Abdoulaye Maïga atterrit ce lundi 24 août 2026 à Alger pour une visite de travail de deux jours. Le Premier ministre malien transmet un message écrit du président de la Transition, le général d’armée Assimi Goïta, à son homologue Abdelmadjid Tebboune.
La rencontre fait suite à un appel téléphonique du 9 août, au cours duquel le chef du gouvernement algérien, Sifi Ghrieb, a formulé l’invitation, sur instruction du président Tebboune. Maïga sera reçu en audience par Tebboune et tiendra des séances de travail avec Ghrieb, consacrées à la relance de la coopération bilatérale.

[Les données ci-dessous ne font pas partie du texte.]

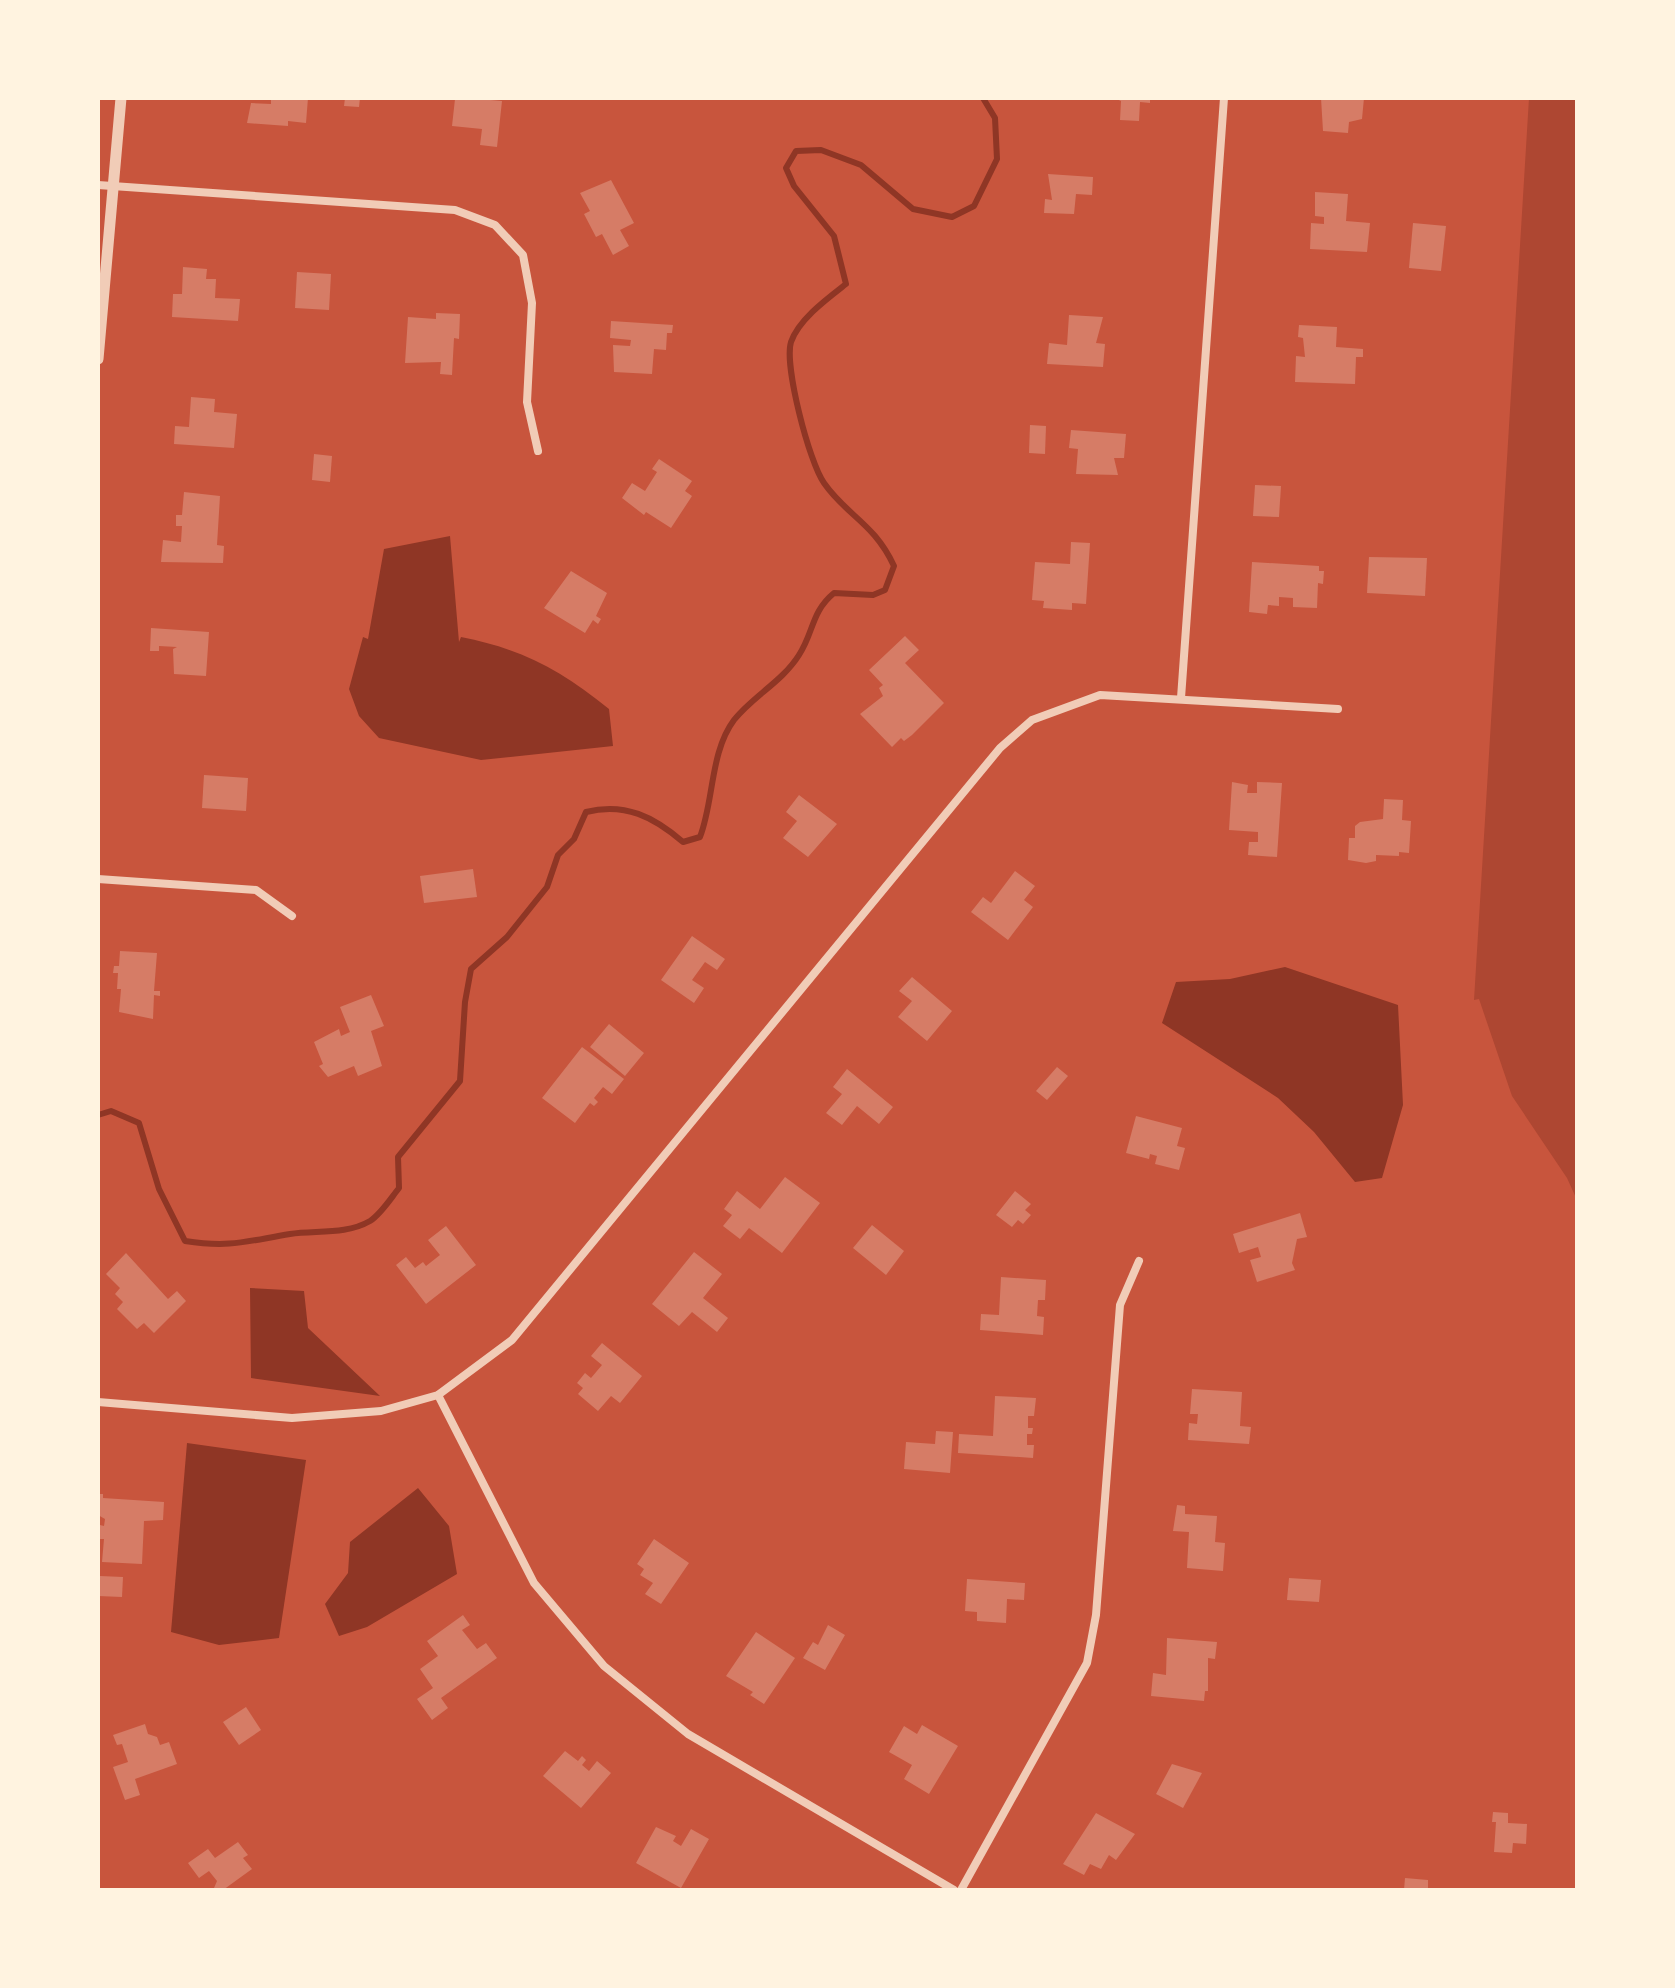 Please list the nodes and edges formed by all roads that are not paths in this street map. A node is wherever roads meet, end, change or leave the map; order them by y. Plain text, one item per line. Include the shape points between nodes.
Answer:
1 (121, 98) edge
2 (1224, 98) edge
3 (98, 185) edge
4 (111, 187) junction
5 (98, 359) edge
6 (538, 451) dead end
7 (1181, 698) junction
8 (1338, 709) dead end
9 (98, 879) edge
10 (292, 916) dead end
11 (1139, 1261) dead end
12 (438, 1395) junction
13 (98, 1402) edge
14 (954, 1890) edge
15 (961, 1890) edge

1 - 4 street
2 - 7 street
3 - 4 street
4 - 5 street
4 - 6 street via 455,210 495,225 523,255 526,267 532,303 527,402
7 - 8 street
7 - 12 street via 1100,695 1032,720 1000,748 512,1340
9 - 10 street via 256,890
11 - 15 street via 1120,1305 1096,1615 1087,1663
12 - 13 street via 381,1411 292,1418
12 - 14 street via 534,1583 604,1666 688,1734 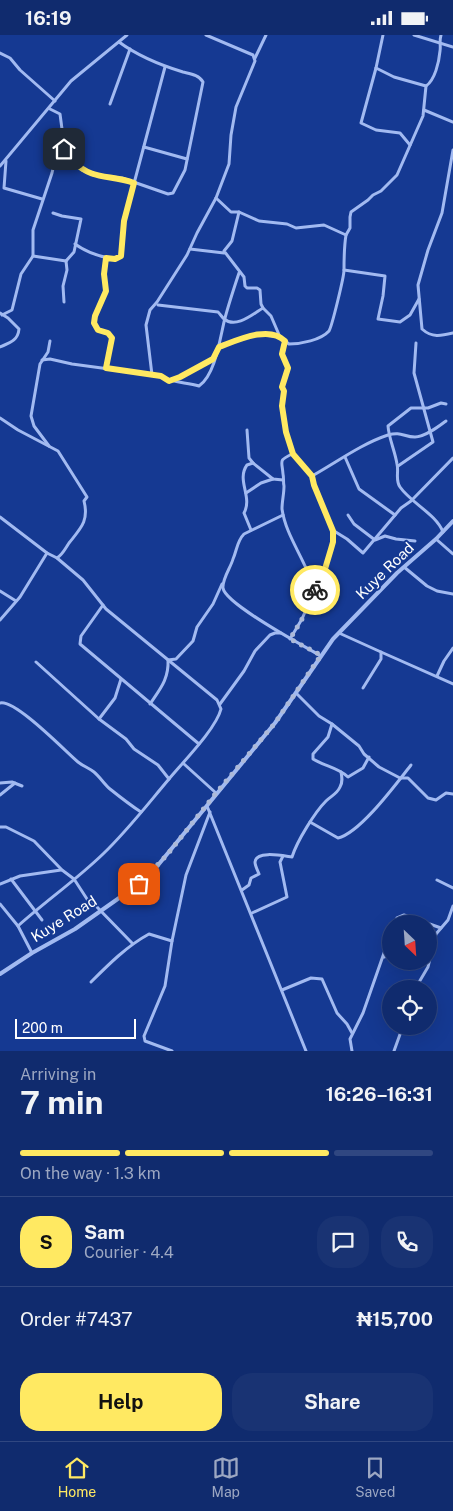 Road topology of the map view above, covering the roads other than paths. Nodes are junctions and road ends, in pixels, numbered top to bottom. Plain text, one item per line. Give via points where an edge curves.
1 (127, 35) edge
2 (206, 35) edge
3 (266, 35) edge
4 (383, 35) edge
5 (414, 35) edge
6 (441, 35) edge
7 (119, 42) junction
8 (439, 42) junction
9 (453, 47) edge
10 (130, 49) junction
11 (0, 53) edge
12 (255, 58) junction
13 (165, 67) junction
14 (376, 69) junction
15 (426, 86) junction
16 (55, 101) junction
17 (110, 104) dead end
18 (50, 109) junction
19 (424, 110) junction
20 (453, 122) edge
21 (58, 145) junction
22 (410, 145) junction
23 (144, 147) junction
24 (453, 150) edge
25 (187, 159) junction
26 (6, 161) junction
27 (0, 166) edge
28 (448, 177) junction
29 (453, 178) edge
30 (134, 183) junction
31 (216, 198) junction
32 (42, 199) junction
33 (239, 212) junction
34 (53, 213) dead end
35 (346, 235) junction
36 (75, 244) junction
37 (82, 249) junction
38 (190, 249) junction
39 (74, 252) junction
40 (225, 253) junction
41 (33, 256) junction
42 (106, 258) junction
43 (66, 261) junction
44 (344, 270) junction
45 (239, 272) junction
46 (419, 298) junction
47 (64, 302) dead end
48 (158, 303) junction
49 (263, 307) junction
50 (9, 311) junction
51 (1, 314) edge
52 (8, 318) junction
53 (224, 319) junction
54 (453, 333) edge
55 (280, 337) junction
56 (50, 341) dead end
57 (285, 341) junction
58 (416, 343) dead end
59 (0, 347) edge
60 (219, 347) junction
61 (213, 359) junction
62 (42, 360) junction
63 (106, 368) junction
64 (152, 375) junction
65 (169, 381) junction
66 (446, 404) dead end
67 (424, 408) junction
68 (0, 419) edge
69 (446, 421) dead end
70 (247, 430) dead end
71 (431, 431) junction
72 (389, 435) junction
73 (49, 446) junction
74 (293, 453) junction
75 (345, 457) junction
76 (453, 458) edge
77 (253, 463) junction
78 (398, 467) junction
79 (312, 476) junction
80 (273, 479) junction
81 (283, 480) junction
82 (246, 493) junction
83 (411, 501) junction
84 (283, 515) junction
85 (348, 515) dead end
86 (395, 515) junction
87 (0, 517) edge
88 (453, 521) edge
89 (251, 530) junction
90 (333, 531) junction
91 (443, 532) junction
92 (375, 539) junction
93 (436, 539) junction
94 (415, 541) dead end
95 (47, 553) junction
96 (453, 554) edge
97 (57, 559) junction
98 (404, 566) junction
99 (322, 579) junction
100 (223, 583) junction
101 (0, 591) edge
102 (453, 594) edge
103 (16, 601) junction
104 (103, 605) junction
105 (0, 620) edge
106 (282, 633) junction
107 (339, 633) junction
108 (290, 639) junction
109 (453, 648) edge
110 (381, 652) junction
111 (321, 655) junction
112 (168, 659) junction
113 (36, 662) dead end
114 (436, 676) junction
115 (121, 679) junction
116 (453, 684) edge
117 (363, 687) dead end
118 (296, 693) junction
119 (0, 703) edge
120 (150, 704) junction
121 (220, 704) junction
122 (99, 719) junction
123 (332, 724) junction
124 (198, 744) junction
125 (369, 757) junction
126 (184, 764) junction
127 (411, 765) dead end
128 (341, 772) junction
129 (400, 778) junction
130 (169, 779) junction
131 (0, 783) edge
132 (14, 783) junction
133 (22, 786) dead end
134 (216, 793) junction
135 (453, 793) edge
136 (0, 795) edge
137 (207, 806) junction
138 (210, 812) junction
139 (140, 813) junction
140 (310, 822) junction
141 (0, 827) edge
142 (283, 857) junction
143 (62, 870) junction
144 (11, 879) junction
145 (74, 879) junction
146 (438, 880) dead end
147 (0, 884) edge
148 (453, 888) edge
149 (242, 890) junction
150 (0, 904) edge
151 (453, 906) edge
152 (100, 911) junction
153 (34, 912) junction
154 (252, 913) junction
155 (42, 920) dead end
156 (18, 926) junction
157 (438, 927) edge
158 (441, 928) junction
159 (438, 932) edge
160 (172, 941) junction
161 (132, 943) junction
162 (32, 953) junction
163 (382, 962) edge
164 (0, 974) edge
165 (91, 982) dead end
166 (282, 990) junction
167 (353, 1034) junction
168 (400, 1035) edge
169 (172, 1051) edge
170 (306, 1051) edge
171 (352, 1051) edge
172 (394, 1051) edge

1 - 7 street
2 - 12 street
3 - 12 street
4 - 14 street
5 - 8 street
6 - 8 street
7 - 10 street
7 - 16 street via 71,81
8 - 9 street
8 - 15 street via 440,53 433,79
10 - 13 street
10 - 17 street
11 - 16 street via 10,58
12 - 31 street via 255,65 236,107 229,164
13 - 23 street
13 - 25 street via 196,76 203,82
14 - 15 street
14 - 22 street via 361,123 376,130 400,133
15 - 19 street
16 - 18 street
18 - 21 street via 60,114 62,121
18 - 26 street
19 - 20 street
19 - 22 street
21 - 30 street via 82,169 93,175 122,178
21 - 32 street
22 - 35 street via 397,175 351,212
23 - 25 street
23 - 30 street
24 - 28 street
25 - 30 street via 183,175 171,194
26 - 27 street
26 - 32 street via 4,189
28 - 29 street
28 - 46 street via 442,213 420,278
30 - 42 street via 124,221 121,256
31 - 33 street via 231,212
31 - 38 street
32 - 41 street via 33,230
33 - 35 street via 259,221 296,228 324,225
33 - 40 street via 232,241 224,249
34 - 36 street via 81,219
35 - 44 street
36 - 37 street
36 - 39 street
37 - 39 street
37 - 42 street
38 - 40 street
38 - 48 street
39 - 43 street
40 - 45 street
41 - 43 street
41 - 50 street via 21,274 12,310
42 - 63 street via 106,291 94,323 98,330 112,338
43 - 47 street
44 - 46 street via 385,276 378,319 400,322 410,315
44 - 57 street via 328,332 301,343
45 - 49 street via 247,288 260,290
45 - 53 street
46 - 54 street via 424,332 440,336
48 - 53 street via 218,312
48 - 64 street via 150,310 146,325
49 - 53 street via 239,321
49 - 55 street via 271,316
50 - 51 street
50 - 52 street
51 - 52 street
52 - 59 street via 18,326 18,337
53 - 60 street
55 - 57 street
55 - 60 street via 256,334
56 - 62 street
57 - 74 street via 282,354 288,368 282,387 282,406
58 - 67 street via 414,373
60 - 61 street
61 - 65 street
61 - 65 street via 209,374 199,386
62 - 63 street
62 - 73 street via 30,416
63 - 64 street
64 - 65 street
66 - 67 street
67 - 71 street
67 - 72 street via 414,407 404,413 388,426
68 - 73 street
69 - 71 street
70 - 77 street via 248,454
71 - 72 street via 415,437 400,433
71 - 78 street via 433,442
72 - 75 street via 363,445
72 - 78 street
73 - 97 street via 62,454 87,497 83,526
74 - 79 street
74 - 81 street via 282,459
75 - 79 street
75 - 86 street via 359,489
76 - 83 street
77 - 80 street
77 - 82 street via 247,465 242,475
78 - 83 street via 398,485
79 - 90 street
80 - 81 street
80 - 82 street
81 - 84 street
82 - 89 street via 248,506 244,513
83 - 86 street
83 - 91 street via 436,521
84 - 89 street
84 - 99 street via 305,566
85 - 92 street via 354,525
86 - 92 street
87 - 95 street
88 - 91 street, Kuye Road
89 - 100 street via 240,538
90 - 92 street via 363,553
90 - 99 street
91 - 93 street, Kuye Road
92 - 94 street via 385,536
93 - 96 street
93 - 98 street, Kuye Road
95 - 97 street
95 - 103 street
97 - 104 street via 83,580
98 - 102 street via 427,586
98 - 107 street, Kuye Road
99 - 108 street
100 - 106 street via 230,599
100 - 112 street via 196,627 194,641 176,659
101 - 103 street
103 - 105 street
104 - 112 street
104 - 115 street via 81,636 80,644
106 - 108 street
106 - 121 street via 270,635 259,647
107 - 110 street
107 - 111 street, Kuye Road
108 - 111 street
109 - 114 street
110 - 114 street
110 - 117 street via 381,659
111 - 118 street, Kuye Road
112 - 120 street via 168,673
112 - 121 street
113 - 122 street
114 - 116 street
115 - 120 street
115 - 122 street via 117,695
118 - 123 street
118 - 134 street, Kuye Road
119 - 139 street via 4,701 13,706 46,731
120 - 124 street
121 - 124 street via 217,718
122 - 130 street via 158,765
123 - 125 street
123 - 128 street via 328,737 312,757
124 - 126 street
125 - 128 street via 356,773 348,777
125 - 129 street via 379,767
126 - 130 street
126 - 134 street
127 - 129 street
128 - 140 street via 339,790
129 - 135 street via 408,778 428,797 436,800 446,793
129 - 140 street via 347,836 338,838
130 - 139 street
131 - 132 street
132 - 133 street
132 - 136 street
134 - 137 street, Kuye Road
137 - 138 street
137 - 152 street, Kuye Road via 154,870
138 - 149 street
138 - 160 street via 186,875
139 - 145 street via 116,841
140 - 142 street via 292,857
141 - 143 street via 34,841
142 - 149 street via 266,854 257,858 255,864 259,874 251,878 249,885
142 - 154 street via 280,862 287,897
143 - 144 street
143 - 145 street
144 - 147 street
144 - 153 street
145 - 152 street via 87,899
145 - 153 street
146 - 148 street
149 - 154 street
150 - 156 street
151 - 158 street
152 - 161 street
152 - 162 street, Kuye Road
153 - 155 street
153 - 156 street
154 - 166 street
156 - 162 street
157 - 158 street
158 - 159 street
160 - 161 street via 149,934
160 - 169 street via 166,987 144,1036 145,1041
161 - 165 street
162 - 164 street, Kuye Road
163 - 167 street
166 - 167 street via 311,978 322,979 337,1013
166 - 170 street
167 - 171 street via 350,1039
168 - 172 street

Un déblocage engagé depuis juillet
Le déplacement intervient un peu plus d’un mois après le retour croisé des ambassadeurs et la réouverture des espaces aériens, officialisés le 10 juillet. Ce geste avait mis fin à quinze mois de rupture diplomatique, ouverte après la destruction d’un drone militaire malien dans la nuit du 31 mars au 1er avril 2025.
Bamako et Alger partagent une frontière de plus de 1 300 kilomètres, un chiffre que Maïga avait lui-même mis en avant début août pour souligner la profondeur des liens entre les deux pays. Cette proximité géographique avait déjà conduit l’Algérie à parrainer l’accord de Tamanrasset en 1991, puis celui de 2015, dénoncé par le Mali le 25 janvier 2024.
« Convergence totale de vues »
Début août, Maïga avait écarté toute idée de rupture entre les deux capitales. Il avait déclaré qu’« une convergence totale de vues » existe entre Goïta et Tebboune, fondée sur le respect de la souveraineté des États et la non-ingérence. Le Premier ministre malien avait aussi rappelé que plusieurs cadres maliens, lui inclus, ont étudié à l’École nationale d’administration d’Alger.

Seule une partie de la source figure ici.